Evidence suggesting that angiotensins released not via synaptic inputs are involved in the basal activity of anterior hypothalamic neurons in rats.

Previously, we have demonstrated that angiotensin II-sensitive neurons exist in the anterior hypothalamic area (AHA) and that these neurons are tonically activated by endogenous angiotensins in rats. Chemical stimulation of the lateral septal area (LSV) and medial amygdaloid nucleus (MeA), and intracerebroventricular injection of hypertonic saline, activated AHA angiotensin II-sensitive neurons. To investigate mechanisms of the basal activity of AHA angiotensin II-sensitive neurons, we examined the effect of N-(6-aminohexyl)-5-chloro-1-naphthalenesulfonamide hydrochloride (W7), a calmodulin inhibitor, applied onto AHA neurons on the basal activity and the stimulus-evoked activation of these neurons. Male Wistar rats were anesthetized and artificially ventilated. Extracellular potentials were recorded from single neurons in the AHA. Microinjections of carbachol into the LSV and corticotropin-releasing factor into the MeA, and intracerebroventricular injection of hypertonic saline, activated AHA angiotensin II-sensitive neurons.
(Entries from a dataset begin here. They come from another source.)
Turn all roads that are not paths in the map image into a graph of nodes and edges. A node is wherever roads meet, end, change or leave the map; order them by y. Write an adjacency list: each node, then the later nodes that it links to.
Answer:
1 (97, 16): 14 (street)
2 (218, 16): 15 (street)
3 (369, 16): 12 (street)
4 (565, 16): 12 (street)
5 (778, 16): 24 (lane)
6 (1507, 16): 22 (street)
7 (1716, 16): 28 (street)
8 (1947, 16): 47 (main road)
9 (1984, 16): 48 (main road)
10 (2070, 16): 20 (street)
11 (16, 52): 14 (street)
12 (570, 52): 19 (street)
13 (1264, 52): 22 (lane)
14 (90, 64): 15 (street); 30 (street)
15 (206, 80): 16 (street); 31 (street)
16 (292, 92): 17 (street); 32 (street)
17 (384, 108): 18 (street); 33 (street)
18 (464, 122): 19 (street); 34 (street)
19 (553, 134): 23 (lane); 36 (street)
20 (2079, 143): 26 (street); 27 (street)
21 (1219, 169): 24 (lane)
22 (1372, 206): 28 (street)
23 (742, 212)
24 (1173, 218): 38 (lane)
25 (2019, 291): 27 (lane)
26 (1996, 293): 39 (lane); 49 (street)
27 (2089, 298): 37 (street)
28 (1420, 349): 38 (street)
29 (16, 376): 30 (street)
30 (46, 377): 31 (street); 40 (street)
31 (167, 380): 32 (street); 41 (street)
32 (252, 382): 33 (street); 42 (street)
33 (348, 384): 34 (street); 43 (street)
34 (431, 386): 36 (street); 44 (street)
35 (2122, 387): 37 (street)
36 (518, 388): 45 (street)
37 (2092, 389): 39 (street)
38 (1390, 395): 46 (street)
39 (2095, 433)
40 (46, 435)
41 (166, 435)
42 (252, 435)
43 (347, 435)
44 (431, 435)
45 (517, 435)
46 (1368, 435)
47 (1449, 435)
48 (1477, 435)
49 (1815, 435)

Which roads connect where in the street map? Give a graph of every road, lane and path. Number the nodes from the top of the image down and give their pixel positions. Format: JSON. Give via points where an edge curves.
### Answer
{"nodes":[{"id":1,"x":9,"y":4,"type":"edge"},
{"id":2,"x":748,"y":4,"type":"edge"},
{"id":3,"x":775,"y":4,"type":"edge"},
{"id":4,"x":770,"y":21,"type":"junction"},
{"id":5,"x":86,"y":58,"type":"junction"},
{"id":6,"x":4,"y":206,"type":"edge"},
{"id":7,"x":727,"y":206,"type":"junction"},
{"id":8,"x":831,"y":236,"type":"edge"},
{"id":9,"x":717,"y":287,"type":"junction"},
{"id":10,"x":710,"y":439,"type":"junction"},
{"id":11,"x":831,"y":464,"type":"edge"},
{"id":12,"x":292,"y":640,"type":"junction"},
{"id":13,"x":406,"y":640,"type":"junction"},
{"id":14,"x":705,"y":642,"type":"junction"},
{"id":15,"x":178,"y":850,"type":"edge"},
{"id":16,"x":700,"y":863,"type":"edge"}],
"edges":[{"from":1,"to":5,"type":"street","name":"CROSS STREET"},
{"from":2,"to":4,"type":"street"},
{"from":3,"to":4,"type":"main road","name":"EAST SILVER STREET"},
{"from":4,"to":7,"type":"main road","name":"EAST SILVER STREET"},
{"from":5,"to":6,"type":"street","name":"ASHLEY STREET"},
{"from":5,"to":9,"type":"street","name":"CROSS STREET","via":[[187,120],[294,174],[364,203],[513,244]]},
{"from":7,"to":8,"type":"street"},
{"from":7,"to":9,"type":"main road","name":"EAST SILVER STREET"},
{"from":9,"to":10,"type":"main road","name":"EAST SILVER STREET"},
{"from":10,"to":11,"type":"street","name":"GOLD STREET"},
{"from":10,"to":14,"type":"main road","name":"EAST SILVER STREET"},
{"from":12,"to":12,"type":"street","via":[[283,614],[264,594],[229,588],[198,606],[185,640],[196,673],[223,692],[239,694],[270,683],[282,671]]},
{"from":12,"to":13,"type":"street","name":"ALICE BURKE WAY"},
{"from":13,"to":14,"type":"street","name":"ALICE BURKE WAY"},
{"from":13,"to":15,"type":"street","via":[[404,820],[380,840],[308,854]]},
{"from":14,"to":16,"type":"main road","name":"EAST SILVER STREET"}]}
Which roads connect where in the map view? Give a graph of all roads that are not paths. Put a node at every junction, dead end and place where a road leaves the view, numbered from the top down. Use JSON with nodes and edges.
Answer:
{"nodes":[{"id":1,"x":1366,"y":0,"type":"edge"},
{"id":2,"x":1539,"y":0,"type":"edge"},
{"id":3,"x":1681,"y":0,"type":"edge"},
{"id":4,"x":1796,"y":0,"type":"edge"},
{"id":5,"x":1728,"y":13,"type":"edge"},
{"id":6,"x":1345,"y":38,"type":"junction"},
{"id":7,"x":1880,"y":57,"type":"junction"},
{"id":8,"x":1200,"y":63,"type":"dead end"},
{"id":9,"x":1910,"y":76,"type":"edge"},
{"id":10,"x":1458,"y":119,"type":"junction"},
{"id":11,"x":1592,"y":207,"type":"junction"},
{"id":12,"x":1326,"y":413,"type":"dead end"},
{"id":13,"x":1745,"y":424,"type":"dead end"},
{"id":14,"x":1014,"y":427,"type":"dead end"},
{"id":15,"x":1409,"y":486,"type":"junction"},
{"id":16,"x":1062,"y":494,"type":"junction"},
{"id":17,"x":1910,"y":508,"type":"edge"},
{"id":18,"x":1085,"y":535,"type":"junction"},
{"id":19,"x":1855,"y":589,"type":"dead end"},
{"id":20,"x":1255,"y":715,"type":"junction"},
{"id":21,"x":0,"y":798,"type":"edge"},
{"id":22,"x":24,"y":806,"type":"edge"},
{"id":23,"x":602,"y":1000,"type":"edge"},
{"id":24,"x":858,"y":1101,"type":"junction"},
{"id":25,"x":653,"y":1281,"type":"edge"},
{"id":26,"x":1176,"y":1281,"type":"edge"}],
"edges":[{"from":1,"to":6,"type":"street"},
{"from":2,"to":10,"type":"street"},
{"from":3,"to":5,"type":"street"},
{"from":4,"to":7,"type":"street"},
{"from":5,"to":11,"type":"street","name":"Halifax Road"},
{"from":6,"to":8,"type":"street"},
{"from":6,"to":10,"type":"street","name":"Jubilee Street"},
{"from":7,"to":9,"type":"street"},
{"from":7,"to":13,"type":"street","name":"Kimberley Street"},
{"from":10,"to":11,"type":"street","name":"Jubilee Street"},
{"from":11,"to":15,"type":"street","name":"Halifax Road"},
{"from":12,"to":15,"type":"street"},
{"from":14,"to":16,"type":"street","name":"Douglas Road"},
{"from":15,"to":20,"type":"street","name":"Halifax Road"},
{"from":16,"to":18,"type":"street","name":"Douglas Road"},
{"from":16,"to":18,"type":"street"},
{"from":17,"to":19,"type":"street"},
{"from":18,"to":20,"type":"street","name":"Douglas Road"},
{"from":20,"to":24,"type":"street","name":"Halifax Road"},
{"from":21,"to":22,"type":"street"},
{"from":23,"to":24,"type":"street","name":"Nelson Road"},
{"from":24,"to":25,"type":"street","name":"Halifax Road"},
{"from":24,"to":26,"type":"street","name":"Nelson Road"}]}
These three kinds of injection-induced activations of AHA neurons were abolished by pressure application of W7 onto the same neurons, while the calmodulin inhibitor did not affect the increase in firing of AHA neurons induced by pressure application of angiotensin II onto the same neurons. The pressure application of W7 did not affect the basal activity of AHA angiotensin II-sensitive neurons, whereas the angiotensin AT1 receptor antagonist losartan similarly applied inhibited it. These findings suggest that the basal activity of AHA angiotensin II-sensitive neurons is mediated by angiotensins released not via synaptic inputs.